Upon receipt of a written request from any stockholder, the Company will provide
such stockholder, without charge, a copy of the Company's Annual Report to the
Securities and Exchange Commission on Form 10-K for the fiscal year ended
December 31, 1999, including the financial statements and the schedule thereto.
Stockholders desiring a copy of Form 10-K should send their written request to
the Secretary, Siliconix incorporated, 2201 Laurelwood Road, Santa Clara,
California 95054. If a stockholder making such a request is not a record owner
of the Company's Common Stock, the request of such stockholder must contain a
good faith representation that, as of May 18, 2000, such stockholder was a
beneficial owner of Common Stock.


                                  MISCELLANEOUS


The only business which the Board of Directors intends to present to the meeting
is the election of a Board of Directors for the ensuing year and the
ratification of the Company's accountants for the current year.

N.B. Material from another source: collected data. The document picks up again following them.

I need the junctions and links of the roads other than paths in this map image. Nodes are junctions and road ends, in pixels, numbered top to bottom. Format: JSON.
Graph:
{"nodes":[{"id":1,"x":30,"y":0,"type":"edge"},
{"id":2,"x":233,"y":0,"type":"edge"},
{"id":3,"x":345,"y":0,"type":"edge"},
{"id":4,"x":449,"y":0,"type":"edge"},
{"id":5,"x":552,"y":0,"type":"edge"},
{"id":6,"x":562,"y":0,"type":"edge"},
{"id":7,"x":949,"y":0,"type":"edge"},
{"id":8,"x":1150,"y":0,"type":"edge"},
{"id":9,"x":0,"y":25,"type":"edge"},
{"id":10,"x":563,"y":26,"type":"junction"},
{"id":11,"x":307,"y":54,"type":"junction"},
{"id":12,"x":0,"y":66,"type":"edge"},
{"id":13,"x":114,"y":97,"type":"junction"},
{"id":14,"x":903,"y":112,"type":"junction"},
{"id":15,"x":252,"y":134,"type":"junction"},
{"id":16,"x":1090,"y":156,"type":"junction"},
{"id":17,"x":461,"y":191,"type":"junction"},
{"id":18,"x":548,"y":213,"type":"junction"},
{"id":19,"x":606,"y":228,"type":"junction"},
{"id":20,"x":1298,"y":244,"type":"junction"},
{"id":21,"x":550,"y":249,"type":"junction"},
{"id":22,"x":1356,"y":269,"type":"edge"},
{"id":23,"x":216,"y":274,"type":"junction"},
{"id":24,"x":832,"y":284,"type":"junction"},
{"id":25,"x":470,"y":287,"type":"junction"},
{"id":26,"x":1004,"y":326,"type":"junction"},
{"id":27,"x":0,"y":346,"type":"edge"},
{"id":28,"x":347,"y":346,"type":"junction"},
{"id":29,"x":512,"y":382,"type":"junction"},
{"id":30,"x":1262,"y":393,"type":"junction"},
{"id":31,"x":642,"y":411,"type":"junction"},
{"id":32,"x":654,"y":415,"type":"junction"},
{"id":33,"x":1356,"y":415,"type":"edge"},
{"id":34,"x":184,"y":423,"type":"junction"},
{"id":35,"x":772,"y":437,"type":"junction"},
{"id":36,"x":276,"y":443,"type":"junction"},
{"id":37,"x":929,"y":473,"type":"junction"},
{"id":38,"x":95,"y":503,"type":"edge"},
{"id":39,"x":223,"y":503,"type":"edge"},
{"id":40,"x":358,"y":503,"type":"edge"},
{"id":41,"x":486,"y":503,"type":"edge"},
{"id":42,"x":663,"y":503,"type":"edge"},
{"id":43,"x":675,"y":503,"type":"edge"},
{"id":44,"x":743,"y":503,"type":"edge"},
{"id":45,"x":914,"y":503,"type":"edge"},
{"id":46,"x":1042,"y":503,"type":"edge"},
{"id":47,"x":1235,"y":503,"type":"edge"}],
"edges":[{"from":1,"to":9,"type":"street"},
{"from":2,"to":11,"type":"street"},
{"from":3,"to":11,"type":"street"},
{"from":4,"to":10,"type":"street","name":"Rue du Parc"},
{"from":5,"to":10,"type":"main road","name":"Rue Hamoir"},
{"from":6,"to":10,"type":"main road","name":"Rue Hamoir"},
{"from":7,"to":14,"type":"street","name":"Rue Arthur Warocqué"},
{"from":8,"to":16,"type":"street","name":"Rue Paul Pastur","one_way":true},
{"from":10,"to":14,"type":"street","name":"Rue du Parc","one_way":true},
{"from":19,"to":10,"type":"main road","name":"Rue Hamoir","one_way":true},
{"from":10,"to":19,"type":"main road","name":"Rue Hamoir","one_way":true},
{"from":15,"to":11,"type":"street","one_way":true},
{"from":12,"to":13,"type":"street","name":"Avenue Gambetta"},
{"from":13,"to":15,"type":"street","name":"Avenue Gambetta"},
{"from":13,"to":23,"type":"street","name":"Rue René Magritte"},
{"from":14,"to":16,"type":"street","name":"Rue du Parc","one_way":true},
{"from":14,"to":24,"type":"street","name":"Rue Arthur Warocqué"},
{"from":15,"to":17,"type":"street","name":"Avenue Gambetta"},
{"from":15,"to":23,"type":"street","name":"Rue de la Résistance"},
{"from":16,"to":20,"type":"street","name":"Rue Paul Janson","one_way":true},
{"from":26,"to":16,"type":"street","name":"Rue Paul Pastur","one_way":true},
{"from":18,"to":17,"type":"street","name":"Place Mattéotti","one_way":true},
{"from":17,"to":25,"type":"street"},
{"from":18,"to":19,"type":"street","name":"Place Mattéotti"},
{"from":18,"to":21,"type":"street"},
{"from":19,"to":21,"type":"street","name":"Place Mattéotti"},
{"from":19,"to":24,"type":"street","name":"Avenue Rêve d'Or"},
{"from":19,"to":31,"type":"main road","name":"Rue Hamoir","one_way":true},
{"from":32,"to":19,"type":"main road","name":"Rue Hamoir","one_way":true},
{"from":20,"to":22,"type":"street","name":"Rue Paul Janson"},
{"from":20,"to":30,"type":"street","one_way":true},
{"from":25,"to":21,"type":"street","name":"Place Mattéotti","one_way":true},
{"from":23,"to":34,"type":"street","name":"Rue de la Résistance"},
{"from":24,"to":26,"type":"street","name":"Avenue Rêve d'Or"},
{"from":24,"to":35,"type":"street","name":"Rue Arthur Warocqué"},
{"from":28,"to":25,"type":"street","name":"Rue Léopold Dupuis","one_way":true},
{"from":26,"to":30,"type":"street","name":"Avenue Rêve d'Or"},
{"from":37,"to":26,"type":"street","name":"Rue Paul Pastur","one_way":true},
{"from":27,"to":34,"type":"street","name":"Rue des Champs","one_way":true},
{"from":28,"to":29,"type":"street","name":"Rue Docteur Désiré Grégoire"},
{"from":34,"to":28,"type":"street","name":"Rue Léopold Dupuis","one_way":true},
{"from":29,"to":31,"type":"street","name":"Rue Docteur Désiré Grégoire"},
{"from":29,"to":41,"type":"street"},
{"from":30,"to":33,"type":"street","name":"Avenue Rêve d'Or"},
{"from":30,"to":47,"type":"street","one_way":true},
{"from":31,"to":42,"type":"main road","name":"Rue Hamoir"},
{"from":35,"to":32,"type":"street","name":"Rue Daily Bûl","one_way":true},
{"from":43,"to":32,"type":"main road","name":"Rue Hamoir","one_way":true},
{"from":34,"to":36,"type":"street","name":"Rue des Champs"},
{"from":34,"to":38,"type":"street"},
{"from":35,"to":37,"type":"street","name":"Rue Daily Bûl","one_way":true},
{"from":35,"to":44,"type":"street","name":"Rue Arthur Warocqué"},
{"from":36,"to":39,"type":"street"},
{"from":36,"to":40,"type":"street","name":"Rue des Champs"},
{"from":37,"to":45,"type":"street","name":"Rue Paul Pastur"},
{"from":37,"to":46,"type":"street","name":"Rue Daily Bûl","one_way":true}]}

The Board of
Directors is not aware at the time of solicitation of the enclosed proxy of any
other matter which may be presented for action at the meeting. In the event that
any other matter should come before the meeting for action, management will vote
the enclosed proxy in such manner as the named proxies determine in accordance
with their best judgment.


BY ORDER OF THE BOARD OF DIRECTORS


DAVID M. ACHTERKIRCHEN
Secretary

May 23, 2000


                                      -14-
<PAGE>

                         SILICONIX INCORPORATED
                     ANNUAL MEETING OF STOCKHOLDERS
                              JUNE 15, 2000
       THIS PROXY IS SOLICITED ON BEHALF OF THE BOARD OF DIRECTORS


The undersigned hereby appoints and constitutes Everett Arndt and King Owyang,
or either of them, as proxies, each with full power of substitution, to
represent and to vote, as designated below, all shares of the Common Stock of
Siliconix incorporated held by the undersigned at the Annual Meeting of
Stockholders to be held on Thursday, June 15, 2000, at 4:00 p.m., or at any
adjournment or adjournments thereof, for the following purposes, described in
the Proxy Statement dated May 23, 2000, accompanying the notice of said meeting:


                PLEASE MARK, SIGN, DATE AND RETURN THE PROXY CARD
                     PROMPTLY USING THE ENCLOSED ENVELOPE.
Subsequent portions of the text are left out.